At one large, global life and retirement company, the CIO orchestrated a three-month cloud immersion program for the company’s top 100 business and IT leaders. This senior leadership team started off by learning the basics of cloud through field and forum exercises, went on “go-and-see” visits to two companies further along in their cloud journey, and targeted sessions with CSPs to learn about practical use cases from other industries in such specific functional areas as marketing and customer analytics.
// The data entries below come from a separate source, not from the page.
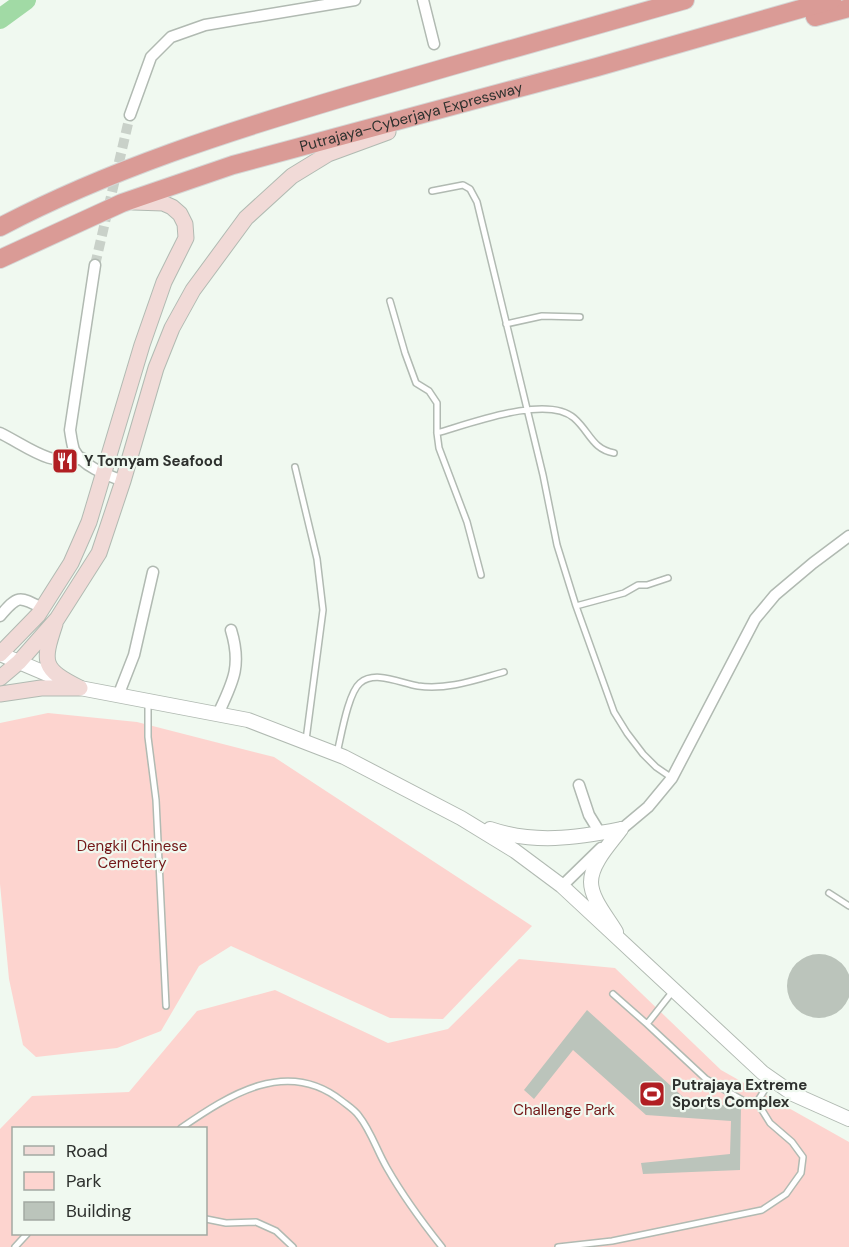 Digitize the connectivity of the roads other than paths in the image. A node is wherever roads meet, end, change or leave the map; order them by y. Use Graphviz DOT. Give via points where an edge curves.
graph roads {
  1 [pos="356,0"];
  2 [pos="423,0"];
  3 [pos="685,0"];
  4 [pos="832,0"];
  5 [pos="849,8"];
  6 [pos="435,44"];
  7 [pos="679,44"];
  8 [pos="597,67"];
  9 [pos="130,115"];
  10 [pos="432,191"];
  11 [pos="122,203"];
  12 [pos="0,227"];
  13 [pos="0,259"];
  14 [pos="95,265"];
  15 [pos="390,301"];
  16 [pos="580,317"];
  17 [pos="506,324"];
  18 [pos="526,409"];
  19 [pos="437,433"];
  20 [pos="0,434"];
  21 [pos="614,453"];
  22 [pos="82,458"];
  23 [pos="295,467"];
  24 [pos="104,474"];
  25 [pos="123,481"];
  26 [pos="849,536"];
  27 [pos="153,572"];
  28 [pos="481,575"];
  29 [pos="668,578"];
  30 [pos="576,606"];
  31 [pos="42,608"];
  32 [pos="0,616"];
  33 [pos="57,618"];
  34 [pos="231,630"];
  35 [pos="0,654"];
  36 [pos="19,662"];
  37 [pos="504,672"];
  38 [pos="0,678"];
  39 [pos="80,688"];
  40 [pos="0,694"];
  41 [pos="118,696"];
  42 [pos="147,701"];
  43 [pos="218,714"];
  44 [pos="306,742"];
  45 [pos="337,755"];
  46 [pos="672,778"];
  47 [pos="579,784"];
  48 [pos="461,818"];
  49 [pos="621,829"];
  50 [pos="600,834"];
  51 [pos="562,886"];
  52 [pos="829,893"];
  53 [pos="849,906"];
  54 [pos="624,944"];
  55 [pos="674,990"];
  56 [pos="613,994"];
  57 [pos="166,1006"];
  58 [pos="647,1024"];
  59 [pos="771,1079"];
  60 [pos="757,1102"];
  61 [pos="849,1119"];
  62 [pos="182,1127"];
  63 [pos="207,1219"];
  64 [pos="25,1235"];
  65 [pos="15,1247"];
  66 [pos="293,1247"];
  67 [pos="442,1247"];
  68 [pos="558,1247"];
  1 -- 9 [label="street" via="205,26 171,37 151,57"];
  2 -- 6 [label="street"];
  3 -- 12 [label="highway" via="260,122 149,161"];
  4 -- 7 [label="highway, Putrajaya–Cyberjaya Expressway"];
  5 -- 7 [label="highway" via="721,41"];
  7 -- 8 [label="highway, Putrajaya–Cyberjaya Expressway"];
  8 -- 11 [label="highway, Putrajaya–Cyberjaya Expressway" via="233,165"];
  8 -- 25 [label="main road" via="369,138 328,154 292,176 246,218 193,290 156,368"];
  10 -- 17 [label="lane" via="463,185 470,189 477,202"];
  11 -- 13 [label="highway, Putrajaya–Cyberjaya Expressway"];
  11 -- 24 [label="main road" via="163,203 172,207 185,224 186,238 164,282"];
  14 -- 22 [label="street" via="70,430 74,450"];
  15 -- 19 [label="lane" via="416,383 429,391 437,403"];
  16 -- 17 [label="lane" via="542,316"];
  17 -- 18 [label="lane"];
  18 -- 19 [label="lane"];
  18 -- 21 [label="lane" via="560,409 574,418 602,451"];
  18 -- 30 [label="lane" via="557,545"];
  19 -- 28 [label="lane"];
  20 -- 22 [label="street" via="46,458"];
  22 -- 24 [label="street"];
  23 -- 44 [label="lane" via="317,559 323,609"];
  24 -- 25 [label="street"];
  24 -- 31 [label="main road" via="71,563"];
  25 -- 33 [label="main road" via="99,553"];
  26 -- 46 [label="street" via="775,595 754,619"];
  27 -- 41 [label="street" via="134,655"];
  29 -- 30 [label="lane"];
  30 -- 46 [label="lane" via="614,711 643,754"];
  31 -- 32 [label="street" via="16,599"];
  31 -- 35 [label="main road"];
  33 -- 36 [label="main road"];
  33 -- 39 [label="main road" via="46,651 47,660 60,678"];
  34 -- 43 [label="street" via="237,654 236,675"];
  35 -- 36 [label="street"];
  36 -- 38 [label="main road"];
  36 -- 39 [label="street"];
  37 -- 45 [label="lane" via="439,688 377,677 366,679 357,685 346,712"];
  39 -- 40 [label="main road"];
  39 -- 41 [label="street"];
  41 -- 42 [label="street"];
  42 -- 43 [label="street"];
  42 -- 57 [label="lane"];
  43 -- 44 [label="street" via="248,720"];
  44 -- 45 [label="street"];
  45 -- 48 [label="street"];
  46 -- 49 [label="street" via="648,807"];
  47 -- 50 [label="street"];
  48 -- 50 [label="street" via="525,838"];
  48 -- 51 [label="street"];
  49 -- 50 [label="street"];
  49 -- 51 [label="street"];
  49 -- 54 [label="street" via="600,859 591,881 594,894"];
  51 -- 54 [label="street"];
  52 -- 53 [label="lane"];
  54 -- 55 [label="street"];
  55 -- 58 [label="lane"];
  55 -- 59 [label="street"];
  56 -- 58 [label="lane"];
  58 -- 60 [label="lane" via="706,1079 749,1104"];
  59 -- 60 [label="lane"];
  59 -- 61 [label="street" via="793,1094"];
  60 -- 68 [label="lane" via="770,1123 803,1157 801,1173 786,1194 762,1210 612,1241"];
  62 -- 67 [label="lane" via="221,1101 258,1085 300,1080 332,1093 359,1115 387,1168"];
  63 -- 66 [label="lane" via="226,1224 256,1222 276,1231"];
  64 -- 65 [label="lane"];
} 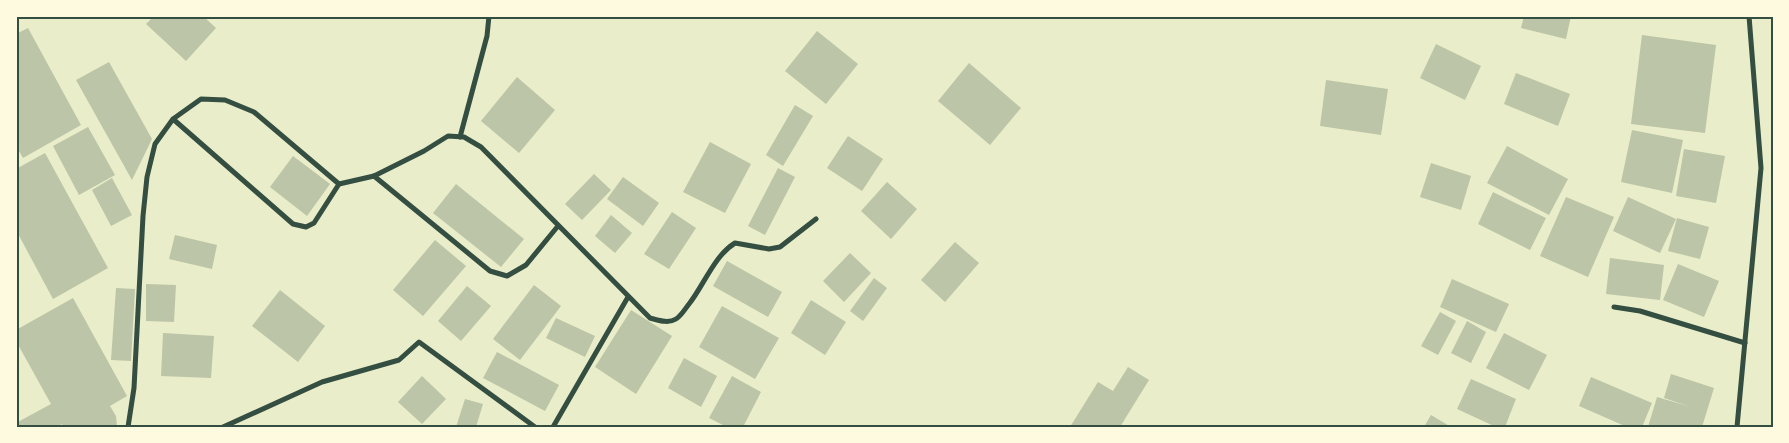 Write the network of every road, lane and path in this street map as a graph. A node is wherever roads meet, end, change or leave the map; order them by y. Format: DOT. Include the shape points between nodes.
graph roads {
  1 [pos="489,16"];
  2 [pos="1749,16"];
  3 [pos="173,119"];
  4 [pos="460,137"];
  5 [pos="374,176"];
  6 [pos="339,184"];
  7 [pos="816,219"];
  8 [pos="558,226"];
  9 [pos="628,297"];
  10 [pos="1614,306"];
  11 [pos="1745,343"];
  12 [pos="128,427"];
  13 [pos="223,427"];
  14 [pos="536,427"];
  15 [pos="553,427"];
  16 [pos="1737,427"];
  1 -- 4 [label="street" via="487,36"];
  2 -- 11 [label="street" via="1761,168"];
  3 -- 6 [label="street" via="200,100 225,100 254,112"];
  3 -- 6 [label="street" via="293,224 306,227 314,223"];
  3 -- 12 [label="street" via="155,144 147,177 134,388"];
  4 -- 5 [label="street" via="448,136"];
  4 -- 8 [label="street" via="481,147"];
  5 -- 6 [label="street"];
  5 -- 8 [label="street" via="490,271 507,276 526,265"];
  7 -- 9 [label="street" via="780,247 769,249 736,243 728,248 676,319 666,322 650,318"];
  8 -- 9 [label="street"];
  9 -- 15 [label="street"];
  10 -- 11 [label="street"];
  11 -- 16 [label="street"];
  13 -- 14 [label="street" via="322,382 399,360 419,342"];
} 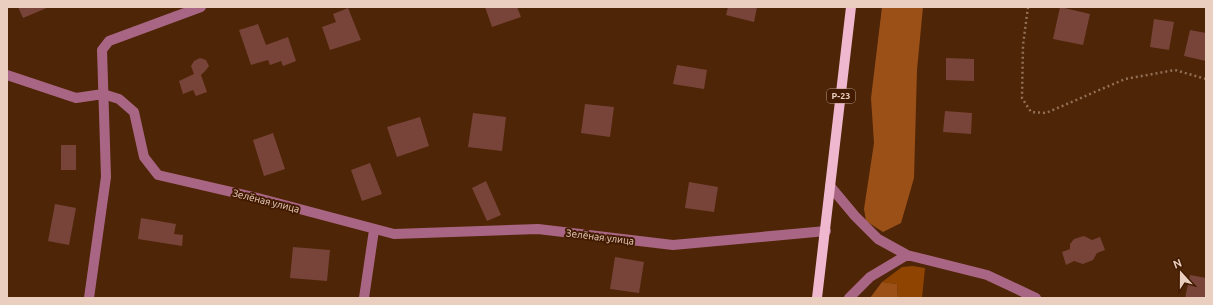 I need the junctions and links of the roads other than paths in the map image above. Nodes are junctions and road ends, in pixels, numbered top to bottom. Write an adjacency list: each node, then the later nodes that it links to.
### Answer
1 (201, 7): 4 (street)
2 (851, 7): 5 (main road, Р-23)
3 (7, 75): 4 (street)
4 (103, 94): 6 (street, Зелёная улица); 9 (street)
5 (830, 186): 7 (main road, Р-23); 8 (street)
6 (374, 230): 7 (street, Зелёная улица); 10 (street)
7 (826, 231): 11 (main road, Р-23)
8 (907, 256): 12 (street); 13 (street)
9 (89, 298)
10 (364, 298)
11 (817, 298)
12 (849, 298)
13 (1036, 298) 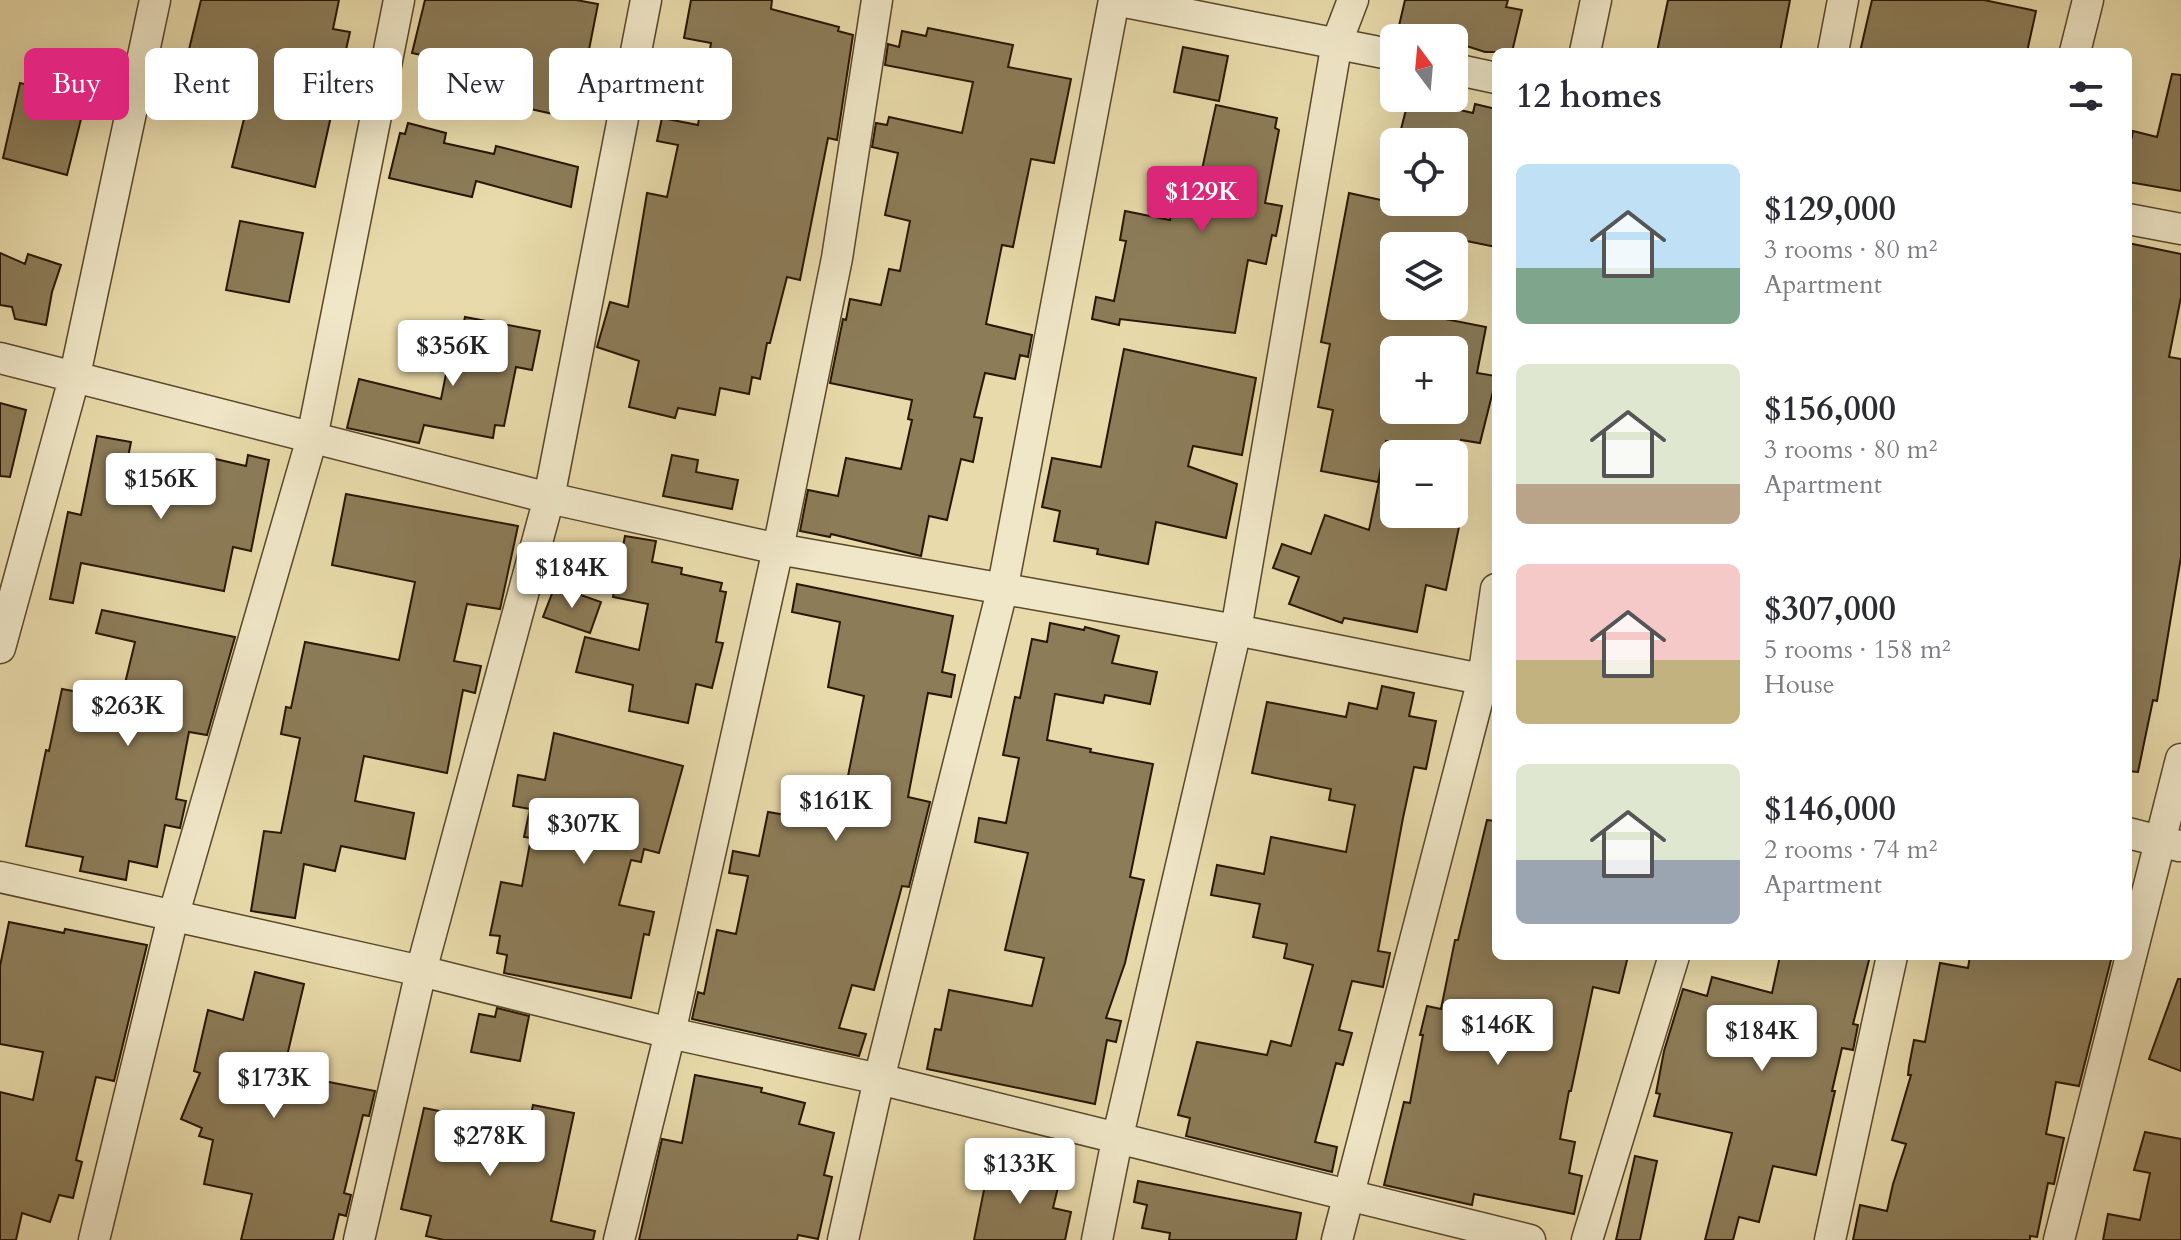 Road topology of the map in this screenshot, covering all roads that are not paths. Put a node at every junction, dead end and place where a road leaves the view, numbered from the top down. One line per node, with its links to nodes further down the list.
1 (155, 0): 20 (street)
2 (399, 0): 21 (street)
3 (646, 0): 22 (street)
4 (877, 0): 23 (street)
5 (1114, 0): 10 (street); 24 (street)
6 (1353, 0): 10 (street)
7 (1596, 0): 11 (street)
8 (1843, 0): 12 (street)
9 (2088, 0): 13 (street)
10 (1337, 42): 14 (street); 25 (street)
11 (1586, 48)
12 (1834, 48)
13 (2076, 48)
14 (1380, 52)
15 (1468, 72): 16 (street)
16 (1492, 77)
17 (2132, 220): 18 (street)
18 (2181, 229)
19 (0, 358): 20 (street)
20 (75, 375): 21 (street); 27 (street)
21 (312, 438): 22 (street); 33 (street)
22 (549, 498): 23 (street); 36 (street)
23 (778, 549): 24 (street); 37 (street)
24 (1002, 591): 25 (street); 38 (street)
25 (1236, 630): 28 (street); 39 (street)
26 (1492, 641): 28 (street)
27 (0, 648)
28 (1489, 680): 40 (street)
29 (2181, 759): 31 (street)
30 (2132, 834): 31 (street)
31 (2171, 845): 50 (street)
32 (0, 877): 33 (street)
33 (173, 917): 36 (street); 41 (street)
34 (1673, 960): 48 (street)
35 (1891, 960): 49 (street)
36 (421, 971): 37 (street); 42 (street)
37 (670, 1033): 38 (street); 43 (street)
38 (879, 1079): 39 (street); 44 (street)
39 (1117, 1140): 40 (street); 45 (street)
40 (1347, 1196): 46 (street); 47 (street)
41 (94, 1240)
42 (359, 1240)
43 (619, 1240)
44 (843, 1240)
45 (1097, 1240)
46 (1337, 1240)
47 (1530, 1240)
48 (1587, 1240)
49 (1830, 1240)
50 (2059, 1240)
Coming out of these sessions, the leadership team identified the key cloud capabilities most relevant for them. For each capability, they assigned a go-to person, or “navigator,” from within the leadership team to help the rest of the organization quickly and efficiently advance in that capability.


It is critical for business leaders to understand the potential of cloud and inspire senior leadership to think about the “art of the possible.” It is the first step in what is often an intense learning and change-management process, but making that investment now, before individual companies are overtaken by faster-acting competitors, is essential for companies to compete effectively and sustainably.